Posts From This Author
About Our Authors
Visual Normalization
By Alec Sharp on January 28, 2011View Full Bio →
This series of posts has discussed the many advantages of drawing an Entity-Relationship Diagram so that dependency flows consistently from top to bottom. One particular advantage we looked at was that this convention allows one to explain normalization in a fairly natural way that doesn’t rely on relational theory. I know, I know – only a data modeler would claim that normalization can be explained in a “natural way,” but it’s all relative – there are certainly explanations out there that border on the unnatural. Don’t believe me? – do a quick web search on “Boyce-Codd Normal Form” or “Fifth Normal Form” and see if the definitions don’t have your eyes glazing over within seconds, like mine did when I was researching this post. And we’re data management professionals!
As we saw in my last post, 1st, 2nd, and 3rd Normal Forms can be reduced to some simple questions about attributes (multiple values? redundant?) and a “down, up, or out” guideline that works as long as the model is drawn top-down. Now we’ll move up the food chain to 4th and 5th Normal Forms, and how some graphic guidelines can make these easy to understand. While we’re up in that rarefied atmosphere, we’ll also consider the idea that we’ve ended up with more normal forms than we really need.
As usual, I note that if you haven’t read the earlier posts on this topic, this one won’t make much sense.
Explaining normalization
In the last post, I noted that “(very few)… data management professionals can explain normalization in a way that is comprehensible to mere mortals. In fact, they usually can’t even explain it in a way that is incomprehensible.”
Predictably, this assertion was quickly deflated. Two weeks ago, I was teaching Advanced Data Modeling in Bangalore, and I asked if someone could actually explain 2nd Normal Form to me. I was surprised to get very clear answers from some of the interns in the class – much better than I could have done when I was just out of university. Recalling the proverb “Old age and treachery will always triumph over youth and skill,” I immediately moved on and asked for an explanation of 4th or 5th Normal Form. Once again I had the upper hand, because no one could provide one. That isn’t a comment on the skill of the people in the class, though – it’s a comment on how those higher-level normal forms are often explained. Let’s see if we can simplify it, but first, here we are, giving a big “Bangalore Thumbs Up” to data modeling in general:

The Upper Reaches – Getting into 4NF and 5NF
Let’s get right to it – you can only have a violation of 4NF or 5NF is if you have an associative entity with three or more parents, or, in other words, a relationship that brings together three or more other entities. Using the guidelines we’ve learned, that means that any entity with three or more crowsfeet on the top edge is immediately a candidate to see if it violates these higher-order normal forms. Similar to the lower normal forms, you must already have achieved 1st, 2nd, and 3rd Normal Forms before 4th and 5th are a concern.
No problem!
The preceding means that if the diagram below from last month’s post depicted a structure that was in 3NF, there’s no need to check for 4NF and 5NF, because there are no 3-way (or higher) associatives; therefore, those higher normal forms are a non-issue:
.jpg)
Maybe a problem…
On the other hand, there are at least two situations in the following model that require investigation for possible 4NF or 5NF violations. “Associative 1” and “Associative 2” are each three-way associative entities, so we have to check to see if a more accurate way to model the relationship among the three parents is with some combination of two-way associatives. If so, depending on what the final model looks like, the original structures violated either 4NF or 5NF.

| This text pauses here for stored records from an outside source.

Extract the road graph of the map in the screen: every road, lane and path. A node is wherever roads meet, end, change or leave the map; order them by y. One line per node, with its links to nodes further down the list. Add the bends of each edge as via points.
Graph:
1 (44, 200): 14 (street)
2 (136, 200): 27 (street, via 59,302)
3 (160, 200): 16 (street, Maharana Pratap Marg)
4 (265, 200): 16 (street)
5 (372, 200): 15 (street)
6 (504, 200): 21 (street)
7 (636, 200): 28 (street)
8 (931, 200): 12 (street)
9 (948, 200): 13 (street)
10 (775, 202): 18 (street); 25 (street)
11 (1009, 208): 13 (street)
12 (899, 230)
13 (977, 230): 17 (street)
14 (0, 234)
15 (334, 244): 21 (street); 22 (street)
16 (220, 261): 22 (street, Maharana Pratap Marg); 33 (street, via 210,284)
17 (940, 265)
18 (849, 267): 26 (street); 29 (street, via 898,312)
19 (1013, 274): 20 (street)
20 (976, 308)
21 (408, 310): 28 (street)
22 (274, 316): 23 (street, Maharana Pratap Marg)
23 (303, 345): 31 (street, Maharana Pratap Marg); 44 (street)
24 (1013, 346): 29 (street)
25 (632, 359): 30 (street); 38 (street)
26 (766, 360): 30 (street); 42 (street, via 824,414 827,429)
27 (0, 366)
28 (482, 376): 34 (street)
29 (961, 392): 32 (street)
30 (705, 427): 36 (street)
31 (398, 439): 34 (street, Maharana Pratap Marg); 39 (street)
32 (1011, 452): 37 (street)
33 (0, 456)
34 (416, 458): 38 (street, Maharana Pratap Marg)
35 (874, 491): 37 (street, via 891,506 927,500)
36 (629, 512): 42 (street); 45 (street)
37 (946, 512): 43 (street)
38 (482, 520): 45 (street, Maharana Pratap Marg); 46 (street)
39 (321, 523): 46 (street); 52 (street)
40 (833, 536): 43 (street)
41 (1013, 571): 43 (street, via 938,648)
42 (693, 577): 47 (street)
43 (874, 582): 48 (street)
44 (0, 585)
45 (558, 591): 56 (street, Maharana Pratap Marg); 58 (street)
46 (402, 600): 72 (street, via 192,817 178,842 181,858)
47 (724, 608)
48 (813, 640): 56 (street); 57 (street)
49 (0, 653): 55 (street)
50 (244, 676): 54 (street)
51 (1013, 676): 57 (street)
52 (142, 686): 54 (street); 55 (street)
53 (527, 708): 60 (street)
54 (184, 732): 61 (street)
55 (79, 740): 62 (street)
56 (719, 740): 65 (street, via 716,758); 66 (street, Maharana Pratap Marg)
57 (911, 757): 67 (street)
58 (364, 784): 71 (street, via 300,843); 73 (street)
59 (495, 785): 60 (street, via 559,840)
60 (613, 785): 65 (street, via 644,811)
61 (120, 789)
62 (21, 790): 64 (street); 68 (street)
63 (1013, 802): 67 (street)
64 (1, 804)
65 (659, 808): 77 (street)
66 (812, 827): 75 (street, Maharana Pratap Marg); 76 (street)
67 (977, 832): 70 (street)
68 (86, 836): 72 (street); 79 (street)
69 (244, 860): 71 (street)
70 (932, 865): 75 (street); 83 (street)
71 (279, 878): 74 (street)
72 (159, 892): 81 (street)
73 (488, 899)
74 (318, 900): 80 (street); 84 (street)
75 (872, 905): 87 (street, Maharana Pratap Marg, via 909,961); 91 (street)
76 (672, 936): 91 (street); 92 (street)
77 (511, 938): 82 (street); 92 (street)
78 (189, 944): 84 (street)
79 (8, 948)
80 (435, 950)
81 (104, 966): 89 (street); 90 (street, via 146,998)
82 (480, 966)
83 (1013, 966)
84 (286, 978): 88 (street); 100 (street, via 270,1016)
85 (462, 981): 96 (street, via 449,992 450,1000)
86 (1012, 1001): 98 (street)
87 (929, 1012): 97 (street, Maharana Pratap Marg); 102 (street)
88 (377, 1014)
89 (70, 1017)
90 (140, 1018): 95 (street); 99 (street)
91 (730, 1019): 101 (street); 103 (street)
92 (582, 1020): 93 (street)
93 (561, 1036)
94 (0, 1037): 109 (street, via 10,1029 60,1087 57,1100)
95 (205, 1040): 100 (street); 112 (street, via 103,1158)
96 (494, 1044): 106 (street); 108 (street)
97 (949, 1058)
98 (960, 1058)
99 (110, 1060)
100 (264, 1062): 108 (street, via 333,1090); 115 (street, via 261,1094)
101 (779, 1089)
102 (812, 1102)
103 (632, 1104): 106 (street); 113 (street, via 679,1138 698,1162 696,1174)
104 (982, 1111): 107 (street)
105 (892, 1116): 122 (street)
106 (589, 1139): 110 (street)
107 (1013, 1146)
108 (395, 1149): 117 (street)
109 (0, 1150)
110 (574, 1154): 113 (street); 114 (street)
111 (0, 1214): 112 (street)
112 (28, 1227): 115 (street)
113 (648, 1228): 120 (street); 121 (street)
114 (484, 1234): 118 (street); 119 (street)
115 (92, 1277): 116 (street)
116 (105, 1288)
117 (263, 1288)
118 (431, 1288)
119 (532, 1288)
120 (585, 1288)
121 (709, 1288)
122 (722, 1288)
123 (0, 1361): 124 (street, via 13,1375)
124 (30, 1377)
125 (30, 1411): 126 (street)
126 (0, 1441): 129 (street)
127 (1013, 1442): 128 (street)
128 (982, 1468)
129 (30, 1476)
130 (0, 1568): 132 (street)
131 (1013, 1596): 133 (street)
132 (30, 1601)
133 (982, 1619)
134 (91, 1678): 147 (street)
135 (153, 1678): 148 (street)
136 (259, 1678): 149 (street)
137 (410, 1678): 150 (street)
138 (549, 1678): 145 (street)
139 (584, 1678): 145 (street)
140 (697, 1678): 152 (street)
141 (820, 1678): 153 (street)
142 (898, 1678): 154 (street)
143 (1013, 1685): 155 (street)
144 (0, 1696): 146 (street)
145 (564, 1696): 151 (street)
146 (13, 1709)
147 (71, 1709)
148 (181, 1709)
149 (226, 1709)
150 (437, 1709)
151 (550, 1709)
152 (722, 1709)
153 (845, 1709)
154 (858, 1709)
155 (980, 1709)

Even though “Associative 3” is a two-way associative classified by a reference entity, it will also be worth investigating because it does establish a relationship among three entities.
Note that it doesn’t matter what types of entities are associated – “Associative 2,” for instance, relates a Kernel, a Characteristic, and another Associative. (It might, on the other hand, have a problem with transitivity, but that’s a topic for a future post.)
The really critical point – there’s no way to tell if 4NF or 5NF are violated simply by inspecting the model for higher-order associatives. That will tell you where there might be a problem, but only knowledge of the relevant business rules and constraints can tell you if there is a problem. In other words, business involvement is essential, which is why your data model diagram must be backed up with narrative definitions, rules, and assertions, as well as relevant examples or scenarios to demonstrate the situation. We’ll start on that topic in the next post.
4NF and 5NF – What’s the Difference?
The difference between 4NF and 5NF violations in most practical situations is such a fine line that I don’t worry about it – all really that matters is that a “large” (e.g., three-way) associative is replaced with (or “decomposed into,” if you prefer) two or more “smaller” (e.g., two-way) associatives. Sometimes I correct a situation and I’m not sure if I’ve corrected a 4NF or 5NF problem, but I don’t lose any sleep over it.
We’ll only consider three-way associatives here, but the rule is the same as the numbers get bigger. For instance, a four-way associative violates 4NF or 5NF if it can be replaced with two or more smaller (e.g., three-way or two-way) associatives. Of course, if one of the resulting smaller associatives (e.g., a three-way associative) is still “larger” than it should be you haven’t achieved 4NF or 5NF yet. Like Beethoven, you must continue decomposing.
Schematics to illustrate the cases
Let’s look at some examples that will illustrate the structural (and graphical) differences between the two before plugging in some real examples. We start with three entities, kernels in this case, “A,” “B,” and “C.”
The following might violate 4NF or 5NF because of the three-way associative entity “A-B-C.”

4th Normal Form
If the correct model is the one shown below, the original violated 4NF because two independent associations – “A-B” and “B-C” – had erroneously been combined into one association.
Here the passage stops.